== DATA ==

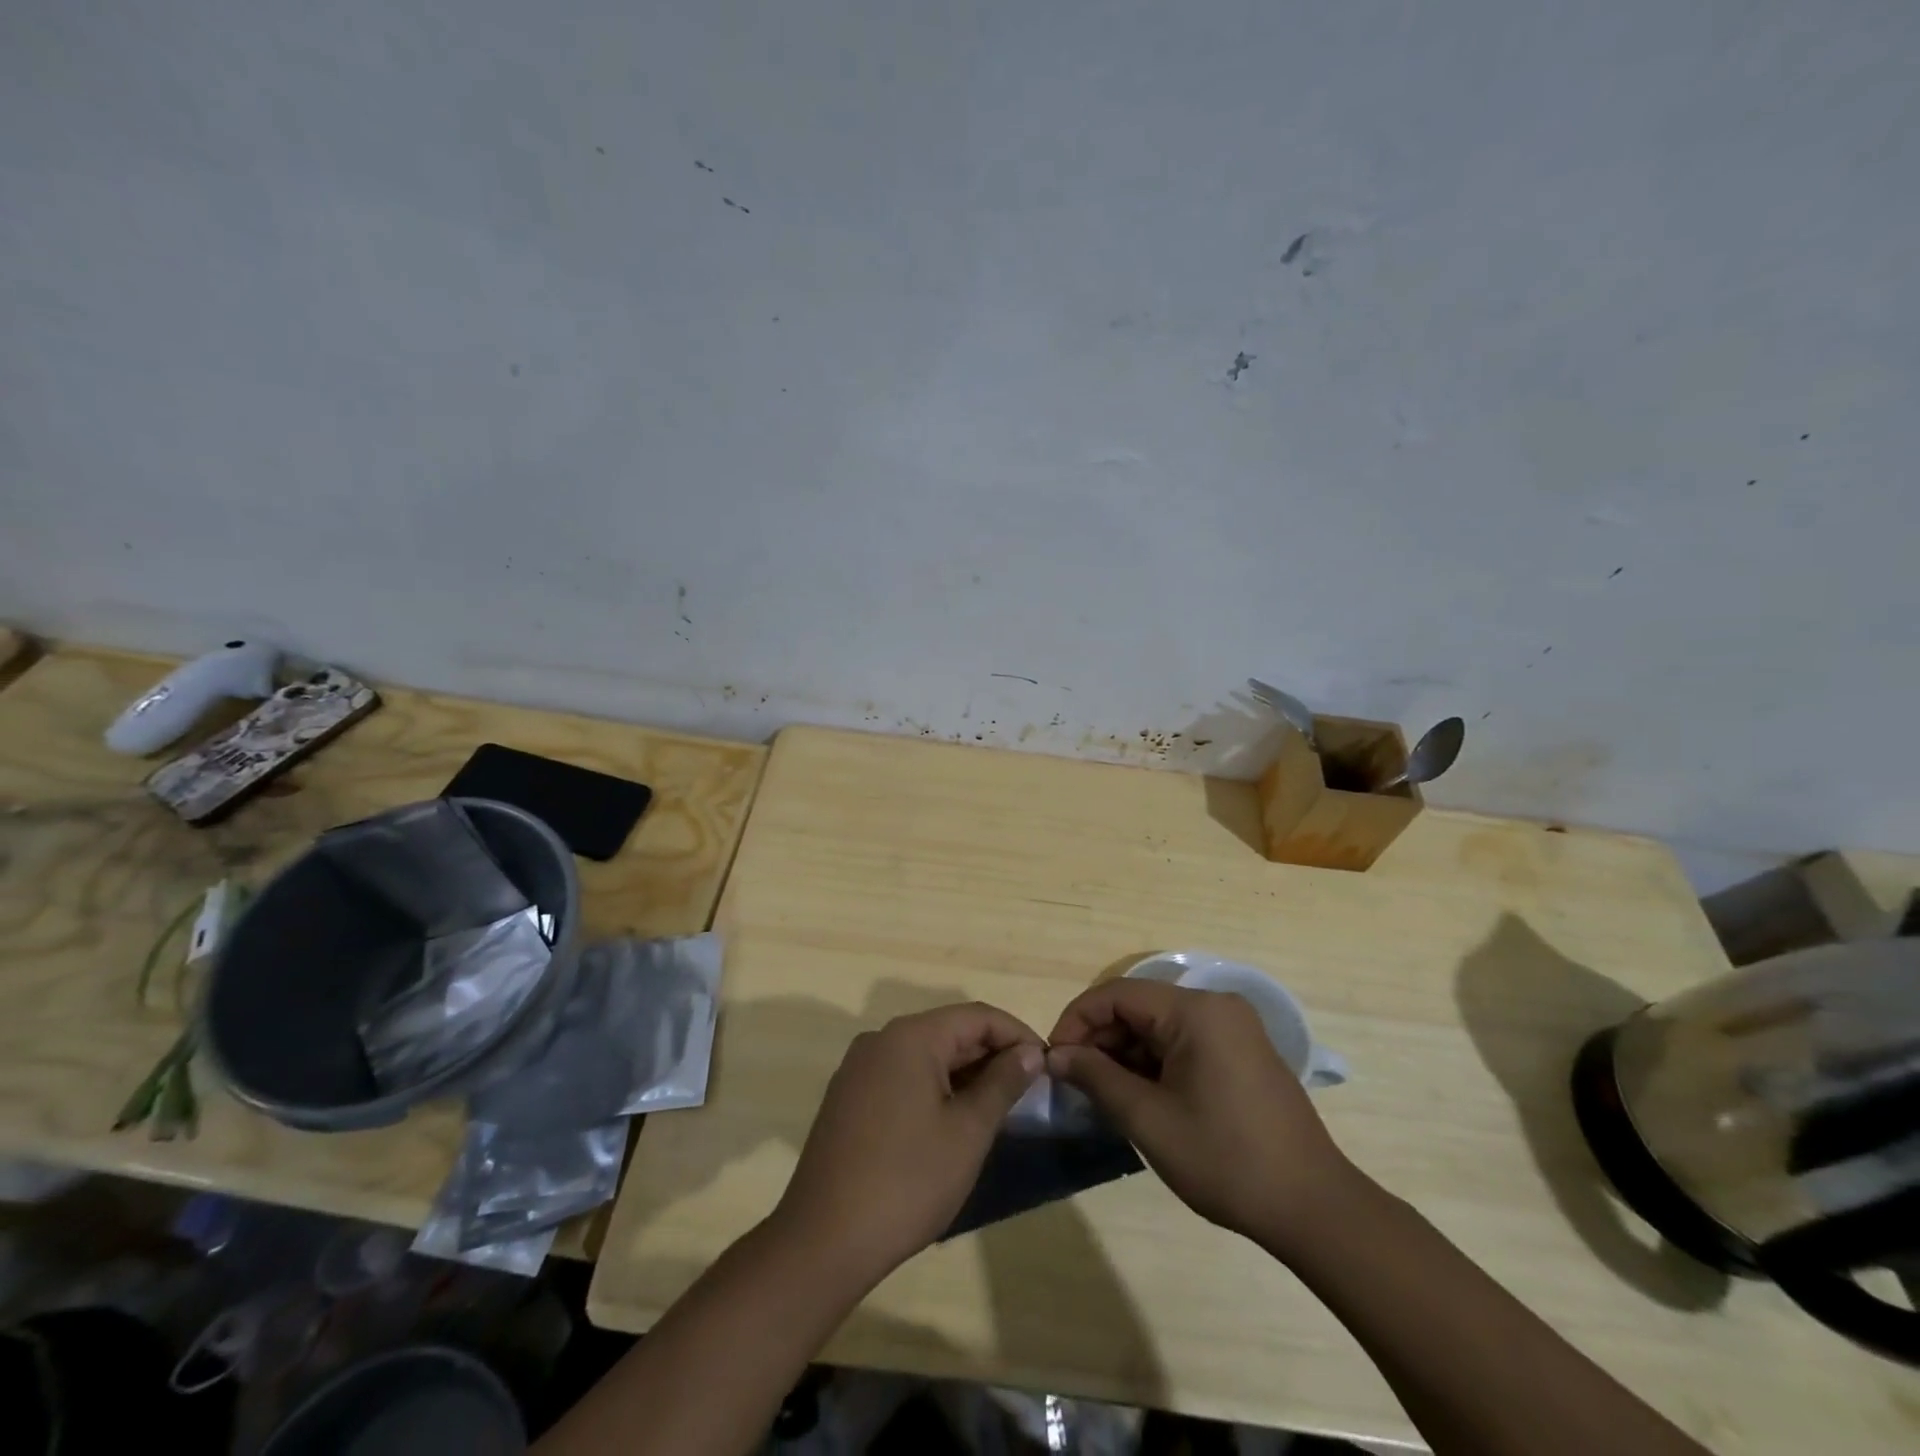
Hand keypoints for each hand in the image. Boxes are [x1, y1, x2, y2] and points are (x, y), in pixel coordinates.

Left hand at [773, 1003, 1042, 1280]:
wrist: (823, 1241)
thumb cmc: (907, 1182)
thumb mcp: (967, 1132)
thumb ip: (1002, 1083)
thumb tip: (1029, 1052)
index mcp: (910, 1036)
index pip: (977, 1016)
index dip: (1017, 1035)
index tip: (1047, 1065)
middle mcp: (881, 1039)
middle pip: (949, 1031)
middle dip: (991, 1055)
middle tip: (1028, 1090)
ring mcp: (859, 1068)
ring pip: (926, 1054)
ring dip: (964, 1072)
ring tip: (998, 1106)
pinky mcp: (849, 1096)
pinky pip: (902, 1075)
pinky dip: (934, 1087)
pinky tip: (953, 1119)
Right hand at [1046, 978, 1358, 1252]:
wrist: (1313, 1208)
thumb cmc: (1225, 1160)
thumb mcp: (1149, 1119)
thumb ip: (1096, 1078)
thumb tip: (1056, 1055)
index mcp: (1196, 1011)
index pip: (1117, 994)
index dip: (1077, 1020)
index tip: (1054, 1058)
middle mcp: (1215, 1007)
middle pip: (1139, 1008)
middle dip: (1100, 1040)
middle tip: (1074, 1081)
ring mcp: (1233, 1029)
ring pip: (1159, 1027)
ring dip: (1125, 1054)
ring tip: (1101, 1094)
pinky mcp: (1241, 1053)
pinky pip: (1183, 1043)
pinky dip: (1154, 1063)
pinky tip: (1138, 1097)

===

_WORK REQUIRED_
In the lines above, find the word "middle" and copy each line that contains it.

_SOLUTION FOR THIS TASK_
middle mcp: (881, 1039)
middle pip: (949, 1031)
middle dip: (991, 1055)
middle tip: (1028, 1090)
middle mcp: (1215, 1007)
middle pip: (1139, 1008)
middle dip: (1100, 1040)
middle tip: (1074, 1081)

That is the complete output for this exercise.